Three-prong approach includes media campaign, increase access to medication and harm reduction.
November 29, 2019 | by Danielle Nelson
Michigan is heightening its efforts to prevent and treat opioid addiction.
Its effort is based on a three-prong approach Gov. Gretchen Whitmer, the Michigan Department of Health and Human Services (MDHHS) and the Michigan Opioids Task Force revealed in November.
The strategy is focused on three steps: media campaign, which is designed to eliminate the stigma that is associated with the disorder, increase access to medication and harm reduction.
The first step involves a $1 million statewide media campaign that is funded by the State Opioid Response federal grant funds to inform individuals about the opioid addiction and eliminate the stigma that is associated with it. The campaign will feature advertisements in television, radio, billboards, social media, paid search and on mobile devices, which will run through April. The ads will provide information about programs and resources that are provided by the state. The state also will be releasing toolkits for medical providers on safer opioid prescribing practices.
The second is removing prior authorization requirements for Medicaid recipients who use specific medications to treat their disorders, such as buprenorphine, methadone and naltrexone, starting Dec. 2.
Dr. Cara Poland, a physician at Spectrum Health’s outpatient clinic, said insurance companies do not readily cover some medications that treat opioid addiction without further explanation.
“If your doctor says, ‘I think you should have this medical test or this medication,’ your insurance can say, ‘No, if you need that test, you need to give me the rationale for why you need or want that test,’ and sometimes the process can take multiple days to go through,” she said. “Historically, Michigan Medicaid had prior authorization processes for some of the medication to treat individuals with an opioid addiction disorder. This could, because there is a turnaround time for that, lead to a delay in treatment, which means that we can lose some of our patients to follow-up.
“So, they come in and say they want treatment, we try to get them the medication, we have this delay and the patient doesn’t come back, so we don’t get them the medication they need. (As a result,) they’ll remove that barrier so if I say, ‘My patient needs this medication,’ my patient can go from my office to the pharmacy and pick up the medication.”

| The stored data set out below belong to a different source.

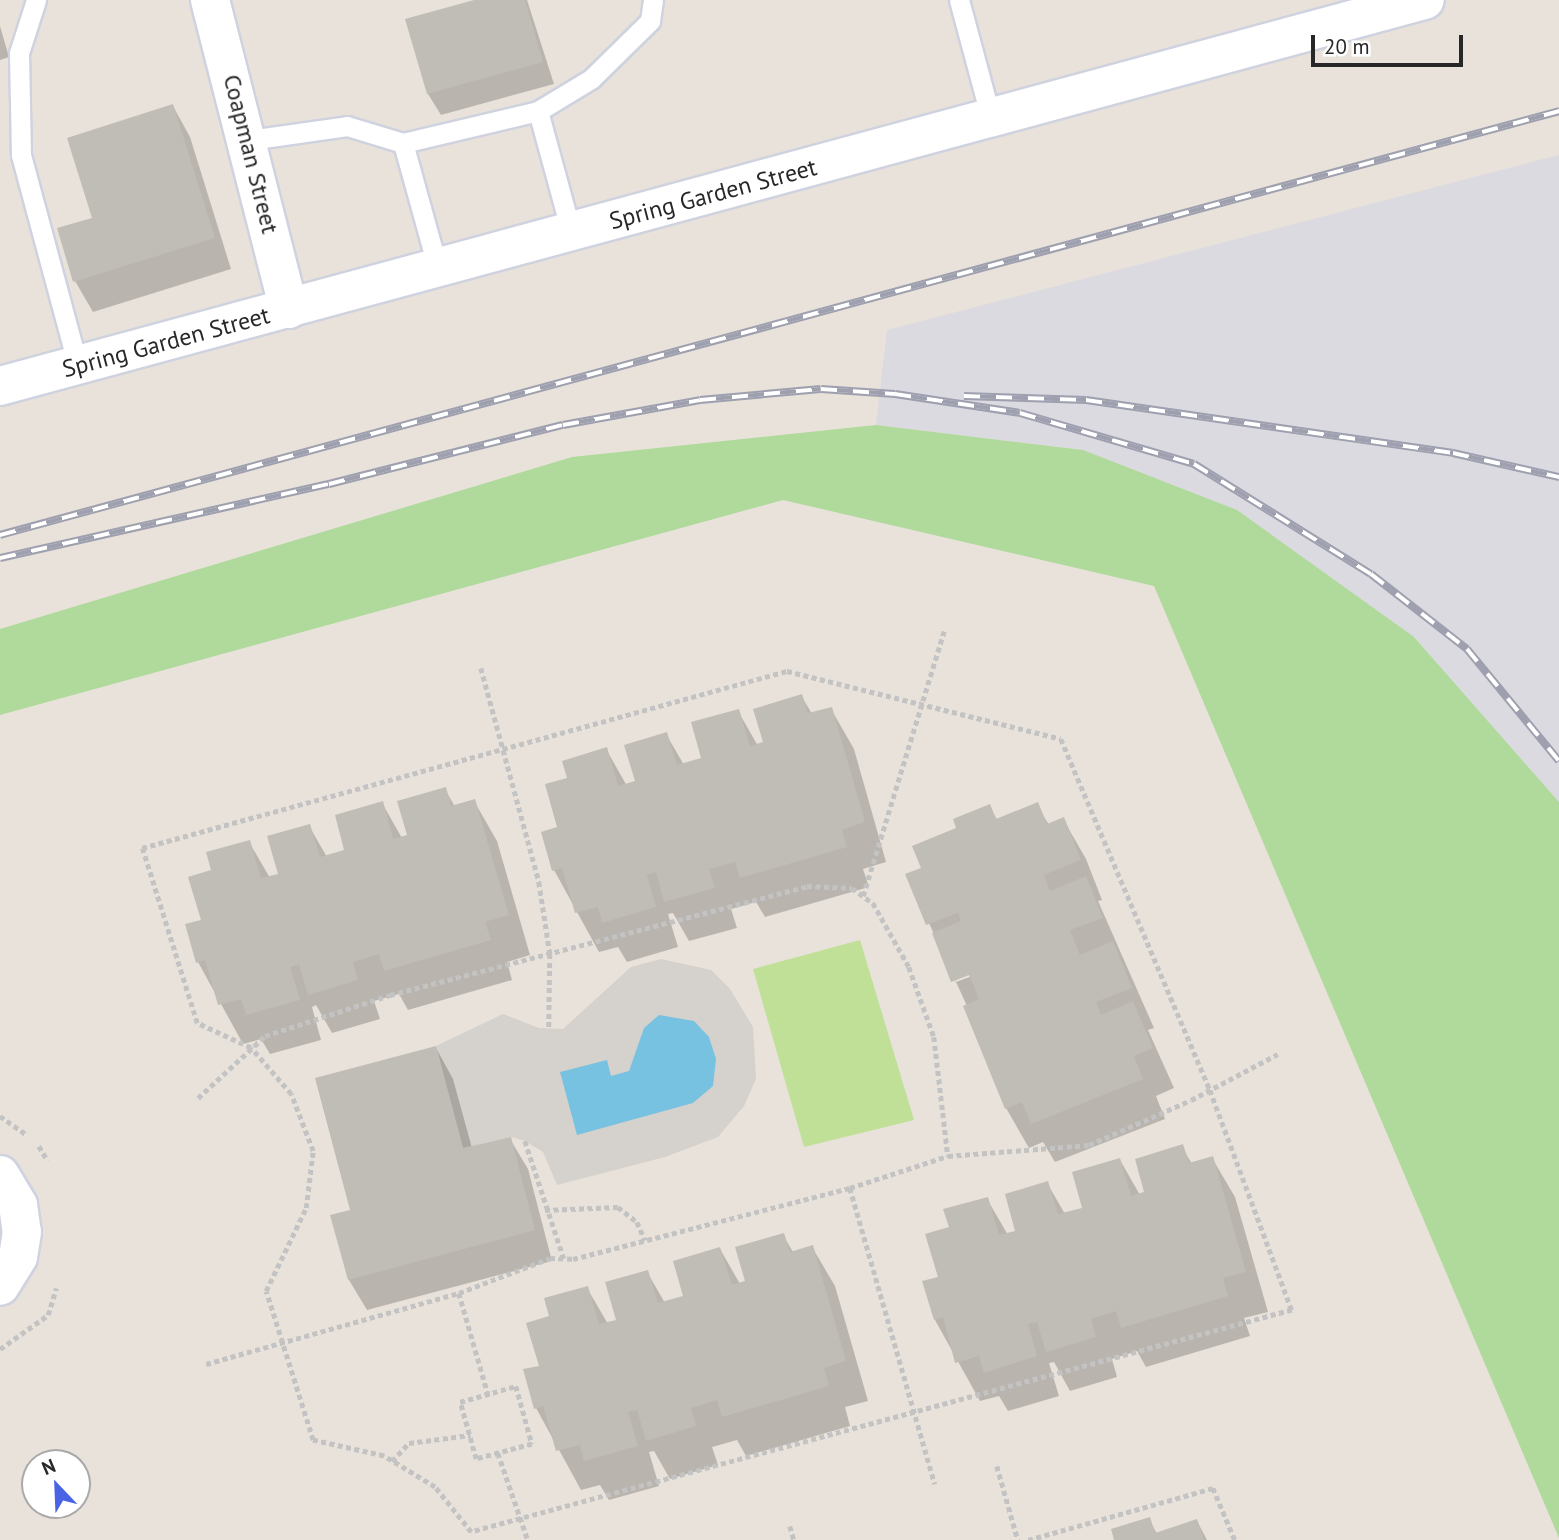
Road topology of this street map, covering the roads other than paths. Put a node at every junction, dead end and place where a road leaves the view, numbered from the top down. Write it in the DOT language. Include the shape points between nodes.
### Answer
graph roads {
  1 [pos="36,0"];
  2 [pos="211,0"];
  3 [pos="653,0"];
  4 [pos="958,0"];
  5 [pos="1402,3"];
  6 [pos="538,110"];
  7 [pos="990,119"];
  8 [pos="249,139"];
  9 [pos="403,143"];
  10 [pos="571,232"];
  11 [pos="438,269"];
  12 [pos="289,309"];
  13 [pos="78,366"];
  14 [pos="0,386"];
  15 [pos="0,1175"];
  16 [pos="0,1286"];
  1 -- 13 [label="lane" via="19,53 21,155"];
  2 -- 8 [label="main road, Coapman Street"];
  3 -- 6 [label="lane" via="649,21 591,79"];
  4 -- 7 [label="lane"];
  5 -- 7 [label="main road, Spring Garden Street"];
  6 -- 9 [label="lane"];
  6 -- 10 [label="lane"];
  7 -- 10 [label="main road, Spring Garden Street"];
  8 -- 9 [label="lane" via="347,126"];
  8 -- 12 [label="main road, Coapman Street"];
  9 -- 11 [label="lane"];
  10 -- 11 [label="main road, Spring Garden Street"];
  11 -- 12 [label="main road, Spring Garden Street"];
  12 -- 13 [label="main road, Spring Garden Street"];
  13 -- 14 [label="main road, Spring Garden Street"];
  15 -- 16 [label="main road" via="19,1205 22,1232 18,1258"];
}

Along with eliminating prior authorization requirements for Medicaid patients, inmates who are suffering from opioid addiction disorder also will be a priority in the state’s three-prong approach. They represent more than 20% of individuals who are incarcerated in Michigan and are 40 to 120 times more likely to die of an overdose within two weeks of release.
“We know that the prison population is at a higher risk of having a substance use disorder,” Poland said. “These medications help to stabilize the brain so people can engage in healthier thought processes. By having access to these medications during incarceration and strong linkage to care after incarceration, one of the goals is to reduce the risk of someone being re-incarcerated after release.